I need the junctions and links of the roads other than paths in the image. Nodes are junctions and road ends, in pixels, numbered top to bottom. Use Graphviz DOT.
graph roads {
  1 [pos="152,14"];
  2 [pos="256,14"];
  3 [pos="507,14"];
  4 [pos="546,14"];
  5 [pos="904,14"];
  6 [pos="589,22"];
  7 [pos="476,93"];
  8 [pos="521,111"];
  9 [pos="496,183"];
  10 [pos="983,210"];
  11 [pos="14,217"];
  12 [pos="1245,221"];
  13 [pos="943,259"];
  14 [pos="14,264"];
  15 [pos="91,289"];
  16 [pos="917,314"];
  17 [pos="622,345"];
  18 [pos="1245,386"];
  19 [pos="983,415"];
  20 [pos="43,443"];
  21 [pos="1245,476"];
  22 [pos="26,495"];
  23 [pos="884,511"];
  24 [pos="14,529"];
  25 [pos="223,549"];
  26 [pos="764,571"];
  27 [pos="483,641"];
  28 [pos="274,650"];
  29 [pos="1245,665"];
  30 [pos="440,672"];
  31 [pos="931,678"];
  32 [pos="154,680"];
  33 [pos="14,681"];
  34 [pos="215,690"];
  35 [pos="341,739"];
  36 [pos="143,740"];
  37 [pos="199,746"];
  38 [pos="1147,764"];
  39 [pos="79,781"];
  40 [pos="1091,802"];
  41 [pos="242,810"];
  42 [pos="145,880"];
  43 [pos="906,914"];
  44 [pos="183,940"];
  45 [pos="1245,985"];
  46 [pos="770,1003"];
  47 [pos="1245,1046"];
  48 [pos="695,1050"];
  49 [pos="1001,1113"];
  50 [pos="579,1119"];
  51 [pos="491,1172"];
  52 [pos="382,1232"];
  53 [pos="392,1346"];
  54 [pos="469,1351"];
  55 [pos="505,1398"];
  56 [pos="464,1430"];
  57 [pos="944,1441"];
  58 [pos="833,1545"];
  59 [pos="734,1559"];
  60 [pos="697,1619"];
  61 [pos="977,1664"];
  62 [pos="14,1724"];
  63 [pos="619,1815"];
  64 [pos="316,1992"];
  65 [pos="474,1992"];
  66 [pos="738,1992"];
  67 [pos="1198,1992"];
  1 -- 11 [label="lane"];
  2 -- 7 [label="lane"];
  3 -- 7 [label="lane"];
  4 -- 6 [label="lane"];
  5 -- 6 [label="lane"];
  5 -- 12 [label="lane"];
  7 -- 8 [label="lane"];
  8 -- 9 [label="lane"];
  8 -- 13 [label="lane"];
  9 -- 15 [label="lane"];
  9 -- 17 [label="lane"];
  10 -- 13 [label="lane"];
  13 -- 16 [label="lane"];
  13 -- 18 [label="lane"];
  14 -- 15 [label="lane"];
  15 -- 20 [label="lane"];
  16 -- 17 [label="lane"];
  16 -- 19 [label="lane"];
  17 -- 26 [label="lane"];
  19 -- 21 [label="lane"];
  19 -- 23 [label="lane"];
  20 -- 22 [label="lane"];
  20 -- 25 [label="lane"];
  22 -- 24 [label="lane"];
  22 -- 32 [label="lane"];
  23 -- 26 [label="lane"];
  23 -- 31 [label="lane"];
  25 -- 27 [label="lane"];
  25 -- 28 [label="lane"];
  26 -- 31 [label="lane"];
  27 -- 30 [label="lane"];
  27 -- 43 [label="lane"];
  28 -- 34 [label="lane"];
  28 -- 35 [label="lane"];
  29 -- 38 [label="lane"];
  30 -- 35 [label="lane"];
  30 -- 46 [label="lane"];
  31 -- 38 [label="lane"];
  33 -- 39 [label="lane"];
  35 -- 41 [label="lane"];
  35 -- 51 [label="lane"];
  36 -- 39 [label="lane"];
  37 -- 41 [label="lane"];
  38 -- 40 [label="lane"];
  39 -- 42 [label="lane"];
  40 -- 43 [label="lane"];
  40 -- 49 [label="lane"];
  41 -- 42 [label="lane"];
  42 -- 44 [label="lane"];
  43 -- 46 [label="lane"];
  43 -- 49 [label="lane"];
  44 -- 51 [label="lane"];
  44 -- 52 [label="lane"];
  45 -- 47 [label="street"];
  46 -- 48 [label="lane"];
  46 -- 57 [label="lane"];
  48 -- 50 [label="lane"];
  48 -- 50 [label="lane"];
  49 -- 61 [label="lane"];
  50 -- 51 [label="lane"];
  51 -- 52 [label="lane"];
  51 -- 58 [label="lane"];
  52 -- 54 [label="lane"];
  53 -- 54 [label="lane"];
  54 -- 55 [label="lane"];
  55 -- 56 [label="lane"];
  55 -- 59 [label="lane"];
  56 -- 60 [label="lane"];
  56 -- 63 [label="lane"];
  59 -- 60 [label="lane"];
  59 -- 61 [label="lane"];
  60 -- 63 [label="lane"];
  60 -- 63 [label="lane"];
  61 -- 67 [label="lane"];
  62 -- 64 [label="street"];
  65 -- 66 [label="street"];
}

..........

* **TASK TO COMPLETE**: When you answer, repeat each entry exactly as it appears above.

* **REPLY TO THE EXERCISE**:
I need the junctions and links of the roads other than paths in the image. Nodes are junctions and road ends, in pixels, numbered top to bottom. Use Graphviz DOT.
graph roads {
  1 [pos="152,14"];
  2 [pos="256,14"];
  3 [pos="507,14"];
  4 [pos="546,14"];
  5 [pos="904,14"];
  6 [pos="589,22"];
  7 [pos="476,93"];
  8 [pos="521,111"];
  9 [pos="496,183"];
  10 [pos="983,210"];
  11 [pos="14,217"];
  12 [pos="1245,221"];
  13 [pos="943,259"];
  14 [pos="14,264"];
  15 [pos="91,289"];
  16 [pos="917,314"];
  17 [pos="622,345"];
  18 [pos="1245,386"];
  19 [pos="983,415"];
  20 [pos="43,443"];
  21 [pos="1245,476"];
  22 [pos="26,495"];
  23 [pos="884,511"];
  24 [pos="14,529"];
  25 [pos="223,549"];
  26 [pos="764,571"];
  27 [pos="483,641"];
  28 [pos="274,650"];
  29 [pos="1245,665"];
  30 [pos="440,672"];
  31 [pos="931,678"];
  32 [pos="154,680"];
  33 [pos="14,681"];
  34 [pos="215,690"];
  35 [pos="341,739"];
  36 [pos="143,740"];
  37 [pos="199,746"];
  38 [pos="1147,764"];
  39 [pos="79,781"];
  40 [pos="1091,802"];
  41 [pos="242,810"];
  42 [pos="145,880"];
  43 [pos="906,914"];
  44 [pos="183,940"];
  45 [pos="1245,985"];
  46 [pos="770,1003"];
  47 [pos="1245,1046"];
  48 [pos="695,1050"];
  49 [pos="1001,1113"];
  50 [pos="579,1119"];
  51 [pos="491,1172"];
  52 [pos="382,1232"];
  53 [pos="392,1346"];
  54 [pos="469,1351"];
  55 [pos="505,1398"];
  56 [pos="464,1430"];
  57 [pos="944,1441"];
  58 [pos="833,1545"];
  59 [pos="734,1559"];
  60 [pos="697,1619"];
  61 [pos="977,1664"];
  62 [pos="14,1724"];
  63 [pos="619,1815"];
  64 [pos="316,1992"];
  65 [pos="474,1992"];
  66 [pos="738,1992"];
  67 [pos="1198,1992"];
  1 -- 11 [label="lane"];
  2 -- 7 [label="lane"];
  3 -- 7 [label="lane"];
  4 -- 6 [label="lane"];
  5 -- 6 [label="lane"];
  5 -- 12 [label="lane"];
  7 -- 8 [label="lane"];
  8 -- 9 [label="lane"];
  8 -- 13 [label="lane"];
  9 -- 15 [label="lane"];
  9 -- 17 [label="lane"];
  10 -- 13 [label="lane"];
  13 -- 16 [label="lane"];
  13 -- 18 [label="lane"];
  14 -- 15 [label="lane"];
  15 -- 20 [label="lane"];
  16 -- 17 [label="lane"];
  16 -- 19 [label="lane"];
  17 -- 26 [label="lane"];
  19 -- 21 [label="lane"];
  19 -- 23 [label="lane"];
  20 -- 22 [label="lane"];
  20 -- 25 [label="lane"];
  22 -- 24 [label="lane"];
  22 -- 32 [label="lane"];
  23 -- 26 [label="lane"];
  23 -- 31 [label="lane"];
  25 -- 27 [label="lane"];
  25 -- 28 [label="lane"];
  26 -- 31 [label="lane"];
  27 -- 30 [label="lane"];
  27 -- 43 [label="lane"];
  28 -- 34 [label="lane"];
  28 -- 35 [label="lane"];
  29 -- 38 [label="lane"];
  30 -- 35 [label="lane"];
  30 -- 46 [label="lane"];
  31 -- 38 [label="lane"];
  33 -- 39 [label="lane"];
  35 -- 41 [label="lane"];
  35 -- 51 [label="lane"];
  36 -- 39 [label="lane"];
  37 -- 41 [label="lane"];
  38 -- 40 [label="lane"];
  39 -- 42 [label="lane"];
  40 -- 43 [label="lane"];
  40 -- 49 [label="lane"];
  41 -- 42 [label="lane"];
  42 -- 44 [label="lane"];
  43 -- 46 [label="lane"];
  43 -- 49 [label="lane"];
  44 -- 51 [label="lane"];
  44 -- 52 [label="lane"];
  45 -- 47 [label="street"];
  46 -- 48 [label="lane"];
  46 -- 57 [label="lane"];
  48 -- 50 [label="lane"];
  48 -- 50 [label="lane"];
  49 -- 61 [label="lane"];
  50 -- 51 [label="lane"];
  51 -- 52 [label="lane"];
  51 -- 58 [label="lane"];
  52 -- 54 [label="lane"];
  53 -- 54 [label="lane"];
  54 -- 55 [label="lane"];
  55 -- 56 [label="lane"];
  55 -- 59 [label="lane"];
  56 -- 60 [label="lane"];
  56 -- 63 [label="lane"];
  59 -- 60 [label="lane"];
  59 -- 61 [label="lane"];
  60 -- 63 [label="lane"];
  60 -- 63 [label="lane"];
  61 -- 67 [label="lane"];
  62 -- 64 [label="street"];
  65 -- 66 [label="street"];
}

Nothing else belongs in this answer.